- _Aim of the exercise_
What you return should be the lines of the data containing "Ottawa", each in full.
-- Source data follows --
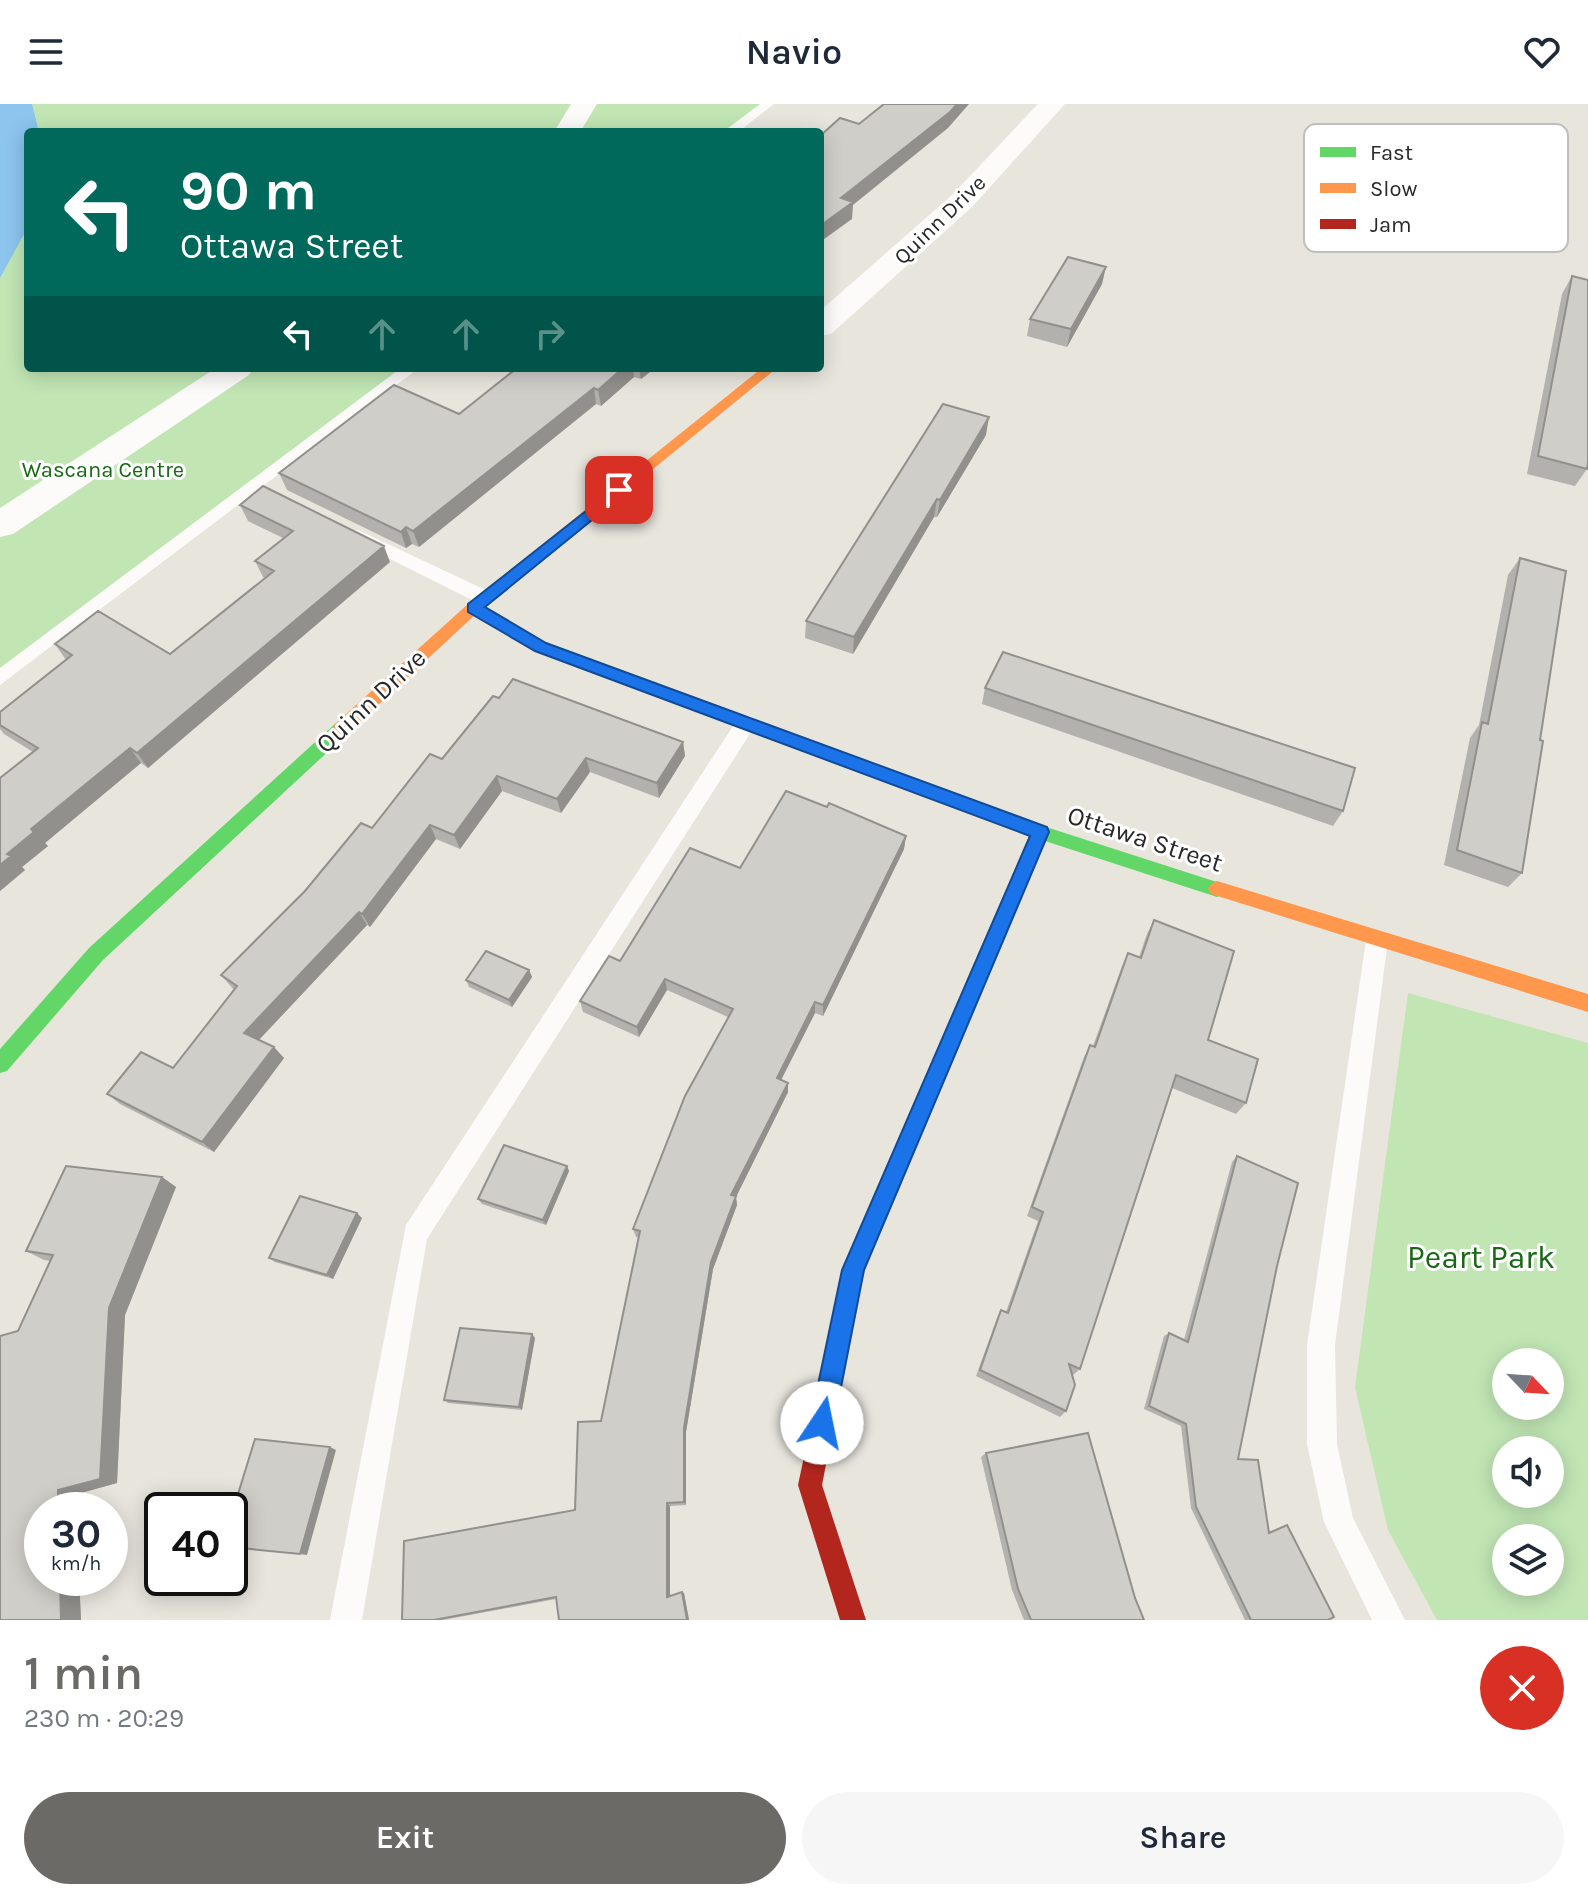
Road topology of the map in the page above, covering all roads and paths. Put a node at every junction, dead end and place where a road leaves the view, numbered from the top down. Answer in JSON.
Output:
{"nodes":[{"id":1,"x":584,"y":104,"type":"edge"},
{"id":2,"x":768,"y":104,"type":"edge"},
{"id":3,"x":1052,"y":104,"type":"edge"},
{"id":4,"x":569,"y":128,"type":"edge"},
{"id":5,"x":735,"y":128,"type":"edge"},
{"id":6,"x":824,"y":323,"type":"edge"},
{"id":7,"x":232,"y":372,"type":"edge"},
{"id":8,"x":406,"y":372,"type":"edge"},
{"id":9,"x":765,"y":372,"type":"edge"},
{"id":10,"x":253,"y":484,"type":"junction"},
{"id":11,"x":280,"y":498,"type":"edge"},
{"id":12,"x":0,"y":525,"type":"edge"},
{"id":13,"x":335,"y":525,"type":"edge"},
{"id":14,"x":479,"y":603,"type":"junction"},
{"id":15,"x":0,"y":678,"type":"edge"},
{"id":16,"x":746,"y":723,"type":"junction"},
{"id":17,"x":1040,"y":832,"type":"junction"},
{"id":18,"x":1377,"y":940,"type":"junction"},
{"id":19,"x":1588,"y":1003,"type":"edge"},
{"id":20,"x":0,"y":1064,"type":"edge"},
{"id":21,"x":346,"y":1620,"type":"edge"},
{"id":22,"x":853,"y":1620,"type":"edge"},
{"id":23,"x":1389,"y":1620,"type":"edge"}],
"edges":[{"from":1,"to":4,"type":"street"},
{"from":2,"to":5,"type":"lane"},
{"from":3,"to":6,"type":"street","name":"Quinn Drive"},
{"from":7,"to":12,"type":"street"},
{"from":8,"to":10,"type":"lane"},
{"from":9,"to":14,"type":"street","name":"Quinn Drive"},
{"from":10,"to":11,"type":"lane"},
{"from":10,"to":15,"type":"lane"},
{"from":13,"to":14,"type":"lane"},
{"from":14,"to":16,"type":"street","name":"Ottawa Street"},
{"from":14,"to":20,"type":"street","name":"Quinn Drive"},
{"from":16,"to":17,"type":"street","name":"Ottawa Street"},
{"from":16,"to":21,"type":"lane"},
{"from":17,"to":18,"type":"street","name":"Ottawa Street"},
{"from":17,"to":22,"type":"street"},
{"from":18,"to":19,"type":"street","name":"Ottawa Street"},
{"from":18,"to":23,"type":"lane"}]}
-- Source data concluded --
- _Response to the task_
{"from":14,"to":16,"type":"street","name":"Ottawa Street"},
{"from":16,"to":17,"type":"street","name":"Ottawa Street"},
{"from":17,"to":18,"type":"street","name":"Ottawa Street"},
{"from":18,"to":19,"type":"street","name":"Ottawa Street"},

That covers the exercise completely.